Mark 6:53

When they had crossed over, they landed at Gennesaret, and moored the boat.

we were headed toward Bethsaida
rowing like our lives depended on it
such persistence we had
stubborn in the face of such a wind

that’s us loyal to a fault
especially when that fault is in us
sea shanty after shanty was sung
until we began hallucinating

at long last we got our bearings
Bethsaida here we come
and then we arrived at Gennesaret
how did that happen

we’re sailors in our own pond
we know directions wind and wave
this is a baffling turn of events
what else do we think we are sure of

It is not unusual on a journey to end up at a waypoint different than expected. This shift from Bethsaida to Gennesaret takes us back to the basics of fishing for people.

This simple stage direction is as integral to the vision of Jesus as any healing or feeding or teaching or prophecy. It indicates a vast understanding from much testing and retreat reflection on that testing. “Seventy times seven” but scratches the surface of times to regroup after one more unexpected landing.

Imagine if the story ended with verse 52—hearts changed away from good news.

But, after intending to pass by on his way to somewhere—(Gennesaret? Bethsaida? Elsewhere?) Jesus ends up in the boat. This shift is a form of repentance from going it alone to throwing one’s lot in with questionable others. This valuing of inclusion has previously shown up with Noahic rainbows, Abram advocating for Sodom, Moses interceding for the Israelites at Sinai, Jonah finally coming around and whispering in Ninevah. Even when arriving at a different conclusion than that intended, Jesus does not giving up on misdirected, hard-hearted, and fearful partners.
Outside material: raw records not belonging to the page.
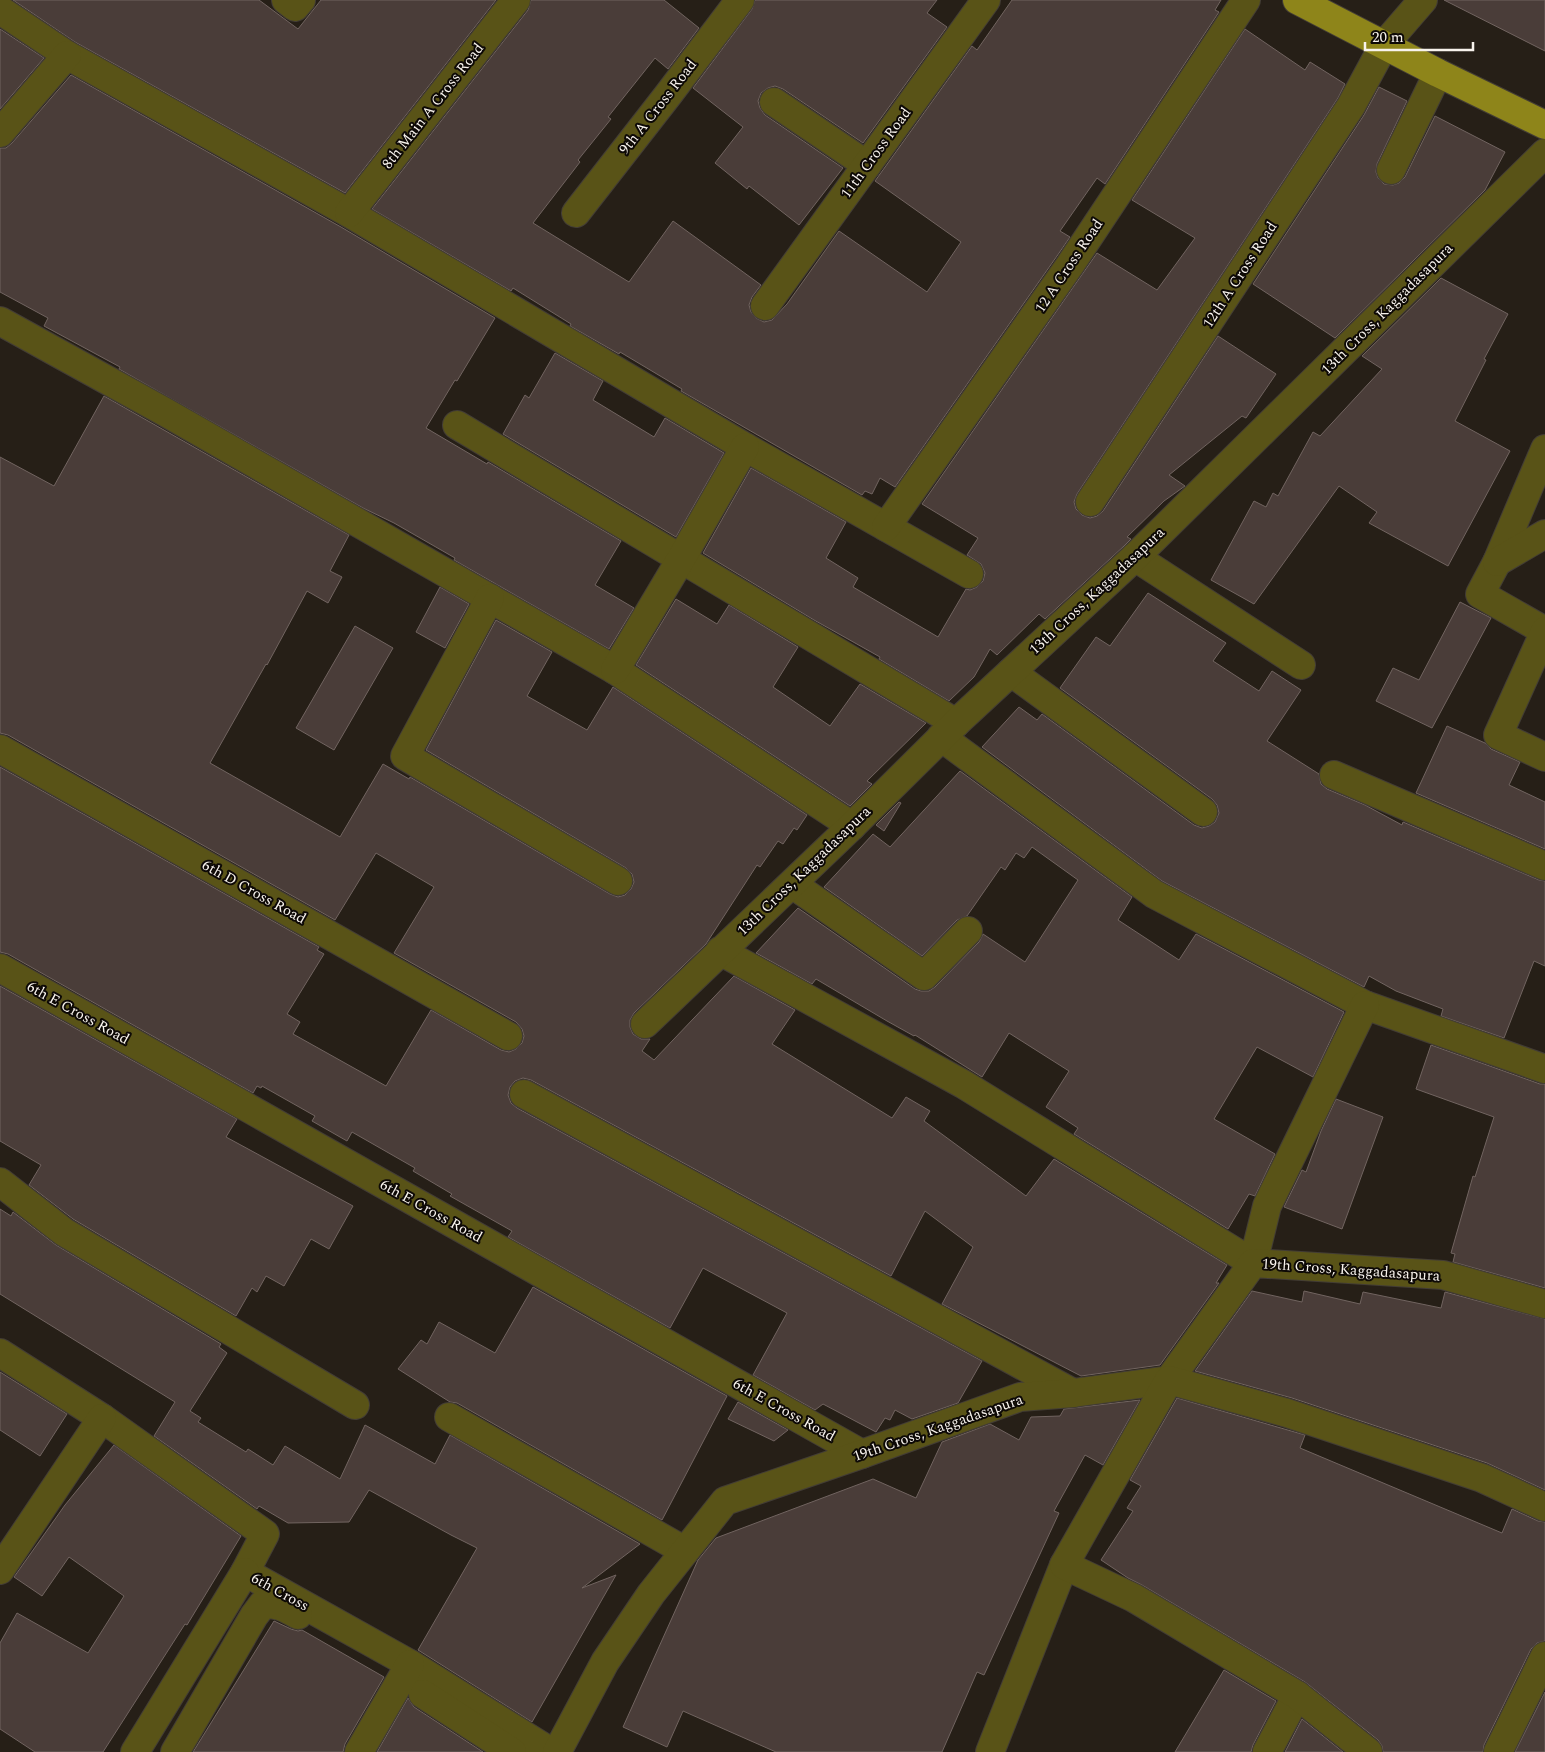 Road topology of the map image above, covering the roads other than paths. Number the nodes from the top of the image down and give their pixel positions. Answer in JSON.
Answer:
{"nodes":[{"id":1,"x":286,"y":0,"type":"edge"},
{"id":2,"x":301,"y":0,"type":"edge"},
{"id":3,"x":516,"y":0,"type":"edge"},
{"id":4,"x":740,"y":0,"type":"edge"},
{"id":5,"x":986,"y":0,"type":"edge"},
{"id":6,"x":1246,"y":0,"type":"edge"},
{"id":7,"x":1297,"y":0,"type":"edge"},
{"id":8,"x":1423,"y":0,"type":"edge"},
{"id":9,"x":0,"y":10,"type":"edge"},
{"id":10,"x":1384,"y":45,"type":"junction"},
{"id":11,"x":67,"y":55,"type":"junction"},
{"id":12,"x":1438,"y":73,"type":"junction"},
{"id":13,"x":774,"y":102,"type":"dead end"},
{"id":14,"x":1545,"y":125,"type":"edge"},
{"id":15,"x":0,"y":133,"type":"edge"},
{"id":16,"x":1545,"y":153,"type":"edge"},
{"id":17,"x":867,"y":165,"type":"junction"},
{"id":18,"x":1391,"y":170,"type":"dead end"},
{"id":19,"x":349,"y":213,"type":"junction"},
{"id":20,"x":576,"y":213,"type":"dead end"},
{"id":21,"x":765,"y":306,"type":"dead end"},
{"id":22,"x":0,"y":320,"type":"edge"},
{"id":23,"x":457,"y":425,"type":"dead end"},
{"id":24,"x":745,"y":447,"type":"junction"},
{"id":25,"x":1545,"y":449,"type":"edge"},
{"id":26,"x":1090,"y":502,"type":"dead end"},
{"id":27,"x":886,"y":527,"type":"junction"},
{"id":28,"x":1545,"y":534,"type":"edge"},
{"id":29,"x":1135,"y":557,"type":"junction"},
{"id":30,"x":681,"y":559,"type":"junction"},
{"id":31,"x":1497,"y":562,"type":"junction"},
{"id":32,"x":969,"y":574,"type":"dead end"},
{"id":33,"x":490,"y":598,"type":"junction"},
{"id":34,"x":1545,"y":631,"type":"edge"},
{"id":35,"x":1301,"y":665,"type":"dead end"},
{"id":36,"x":615,"y":670,"type":"junction"},
{"id":37,"x":1011,"y":672,"type":"junction"},
{"id":38,"x":949,"y":730,"type":"junction"},
{"id":39,"x":0,"y":749,"type":"edge"},
{"id":40,"x":1545,"y":756,"type":"edge"},
{"id":41,"x":1334,"y":775,"type":"dead end"},
{"id":42,"x":1203,"y":812,"type":"dead end"},
{"id":43,"x":852,"y":826,"type":"junction"},
{"id":44,"x":1545,"y":866,"type":"edge"},
{"id":45,"x":618,"y":881,"type":"dead end"},
{"id":46,"x":792,"y":884,"type":"junction"},
{"id":47,"x":968,"y":931,"type":"dead end"},
{"id":48,"x":720,"y":951,"type":"junction"},
{"id":49,"x":0,"y":968,"type":"edge"},
{"id":50,"x":1365,"y":1005,"type":"junction"},
{"id":51,"x":644,"y":1024,"type":"dead end"},
{"id":52,"x":508,"y":1036,"type":"dead end"},
{"id":53,"x":1545,"y":1069,"type":"edge"},
{"id":54,"x":524,"y":1094,"type":"dead end"},
{"id":55,"x":0,"y":1182,"type":"edge"},
{"id":56,"x":1253,"y":1263,"type":"junction"},
{"id":57,"x":1545,"y":1304,"type":"edge"},
{"id":58,"x":0,"y":1353,"type":"edge"},
{"id":59,"x":1169,"y":1380,"type":"junction"},
{"id":60,"x":1073,"y":1393,"type":"junction"},
{"id":61,"x":354,"y":1405,"type":"dead end"},
{"id":62,"x":449,"y":1417,"type":"dead end"},
{"id":63,"x":102,"y":1418,"type":"junction"},
{"id":64,"x":862,"y":1454,"type":"junction"},
{"id":65,"x":1545,"y":1507,"type":"edge"},
{"id":66,"x":686,"y":1551,"type":"junction"},
{"id":67,"x":1064,"y":1566,"type":"junction"},
{"id":68,"x":0,"y":1570,"type":"edge"},
{"id":69,"x":245,"y":1572,"type":"junction"},
{"id":70,"x":1545,"y":1656,"type":"edge"},
{"id":71,"x":405,"y":1672,"type":"junction"},
{"id":72,"x":1297,"y":1695,"type":"junction"},
{"id":73,"x":134,"y":1752,"type":"edge"},
{"id":74,"x":175,"y":1752,"type":"edge"},
{"id":75,"x":359,"y":1752,"type":"edge"},
{"id":76,"x":512,"y":1752,"type":"edge"},
{"id":77,"x":551,"y":1752,"type":"edge"},
{"id":78,"x":557,"y":1752,"type":"edge"},
{"id":79,"x":990,"y":1752,"type":"edge"},
{"id":80,"x":1266,"y":1752,"type":"edge"},
{"id":81,"x":1368,"y":1752,"type":"edge"},
{"id":82,"x":1498,"y":1752,"type":"edge"}],
"edges":[{"from":1,"to":2,"type":"street"},
{"from":3,"to":19,"type":"street","name":"8th Main A Cross Road"},
{"from":4,"to":20,"type":"street","name":"9th A Cross Road"},
{"from":5,"to":17,"type":"street","name":"11th Cross Road"},
{"from":6,"to":27,"type":"street","name":"12 A Cross Road"},
{"from":7,"to":10,"type":"main road"},
{"from":8,"to":10,"type":"street","name":"12th A Cross Road"},
{"from":9,"to":11,"type":"street"},
{"from":10,"to":12,"type":"main road"},
{"from":10,"to":26,"type":"street","name":"12th A Cross Road"},
{"from":11,"to":15,"type":"street"},
{"from":11,"to":19,"type":"street"},
{"from":12,"to":14,"type":"main road"},
{"from":12,"to":18,"type":"street"},
{"from":13,"to":17,"type":"street"},
{"from":16,"to":29,"type":"street","name":"13th Cross, Kaggadasapura"},
{"from":17,"to":21,"type":"street","name":"11th Cross Road"},
{"from":19,"to":24,"type":"street"},
{"from":22,"to":33,"type":"street"},
{"from":23,"to":30,"type":"street"},
{"from":24,"to":27,"type":"street"},
{"from":24,"to":30,"type":"street"},
{"from":25,"to":31,"type":"street"},
{"from":27,"to":32,"type":"street"},
{"from":28,"to":31,"type":"street"},
{"from":29,"to":35,"type":"street"},
{"from":29,"to":37,"type":"street","name":"13th Cross, Kaggadasapura"},
{"from":30,"to":36,"type":"street"},
{"from":30,"to":38,"type":"street"},
{"from":31,"to":34,"type":"street"},
{"from":33,"to":36,"type":"street"},
{"from":33,"to":45,"type":"street"},
{"from":34,"to":40,"type":"street"},
{"from":36,"to":43,"type":"street"},
{"from":37,"to":38,"type":"street","name":"13th Cross, Kaggadasapura"},
{"from":37,"to":42,"type":"street"},
{"from":38,"to":43,"type":"street","name":"13th Cross, Kaggadasapura"},
{"from":38,"to":50,"type":"street"},
{"from":39,"to":52,"type":"street","name":"6th D Cross Road"},
{"from":41,"to":44,"type":"street"},
{"from":43,"to":46,"type":"street","name":"13th Cross, Kaggadasapura"},
{"from":46,"to":47,"type":"street"},
{"from":46,"to":48,"type":"street","name":"13th Cross, Kaggadasapura"},
{"from":48,"to":51,"type":"street","name":"13th Cross, Kaggadasapura"},
{"from":48,"to":56,"type":"street"},
{"from":49,"to":64,"type":"street","name":"6th E Cross Road"},
{"from":50,"to":53,"type":"street"},
{"from":50,"to":56,"type":"street"},
{"from":54,"to":60,"type":"street"},
{"from":55,"to":61,"type":"street"},
{"from":56,"to":57,"type":"street","name":"19th Cross, Kaggadasapura"},
{"from":56,"to":59,"type":"street","name":"19th Cross, Kaggadasapura"},
{"from":58,"to":63,"type":"street","name":"6th Cross"},
{"from":59,"to":60,"type":"street","name":"19th Cross, Kaggadasapura"},
{"from":59,"to":65,"type":"street"},
{"from":59,"to":67,"type":"street"},
{"from":60,"to":64,"type":"street","name":"19th Cross, Kaggadasapura"},
{"from":62,"to":66,"type":"street"},
{"from":63,"to":68,"type":"street"},
{"from":63,"to":69,"type":"street","name":"6th Cross"},
{"from":64,"to":66,"type":"street","name":"19th Cross, Kaggadasapura"},
{"from":66,"to":78,"type":"street","name":"19th Cross, Kaggadasapura"},
{"from":67,"to":72,"type":"street"},
{"from":67,"to":79,"type":"street"},
{"from":69,"to":71,"type":"street","name":"6th Cross"},
{"from":69,"to":73,"type":"street"},
{"from":70,"to":82,"type":"street"},
{"from":71,"to":74,"type":"street"},
{"from":71,"to":75,"type":"street"},
{"from":71,"to":76,"type":"street"},
{"from":71,"to":77,"type":"street","name":"6th Cross"},
{"from":72,"to":80,"type":"street"},
{"from":72,"to":81,"type":"street"}]}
What seems like segue material turns out to be a summary of journeys toward an evolving good news, not a static news sequentially codified as a creedal statement intended for all time. This will carry us to the end of a story that will be reread to go deeper into the beginning of good news that won’t be appreciated the first or even second or third time through.

A missed landing shows providence still at work.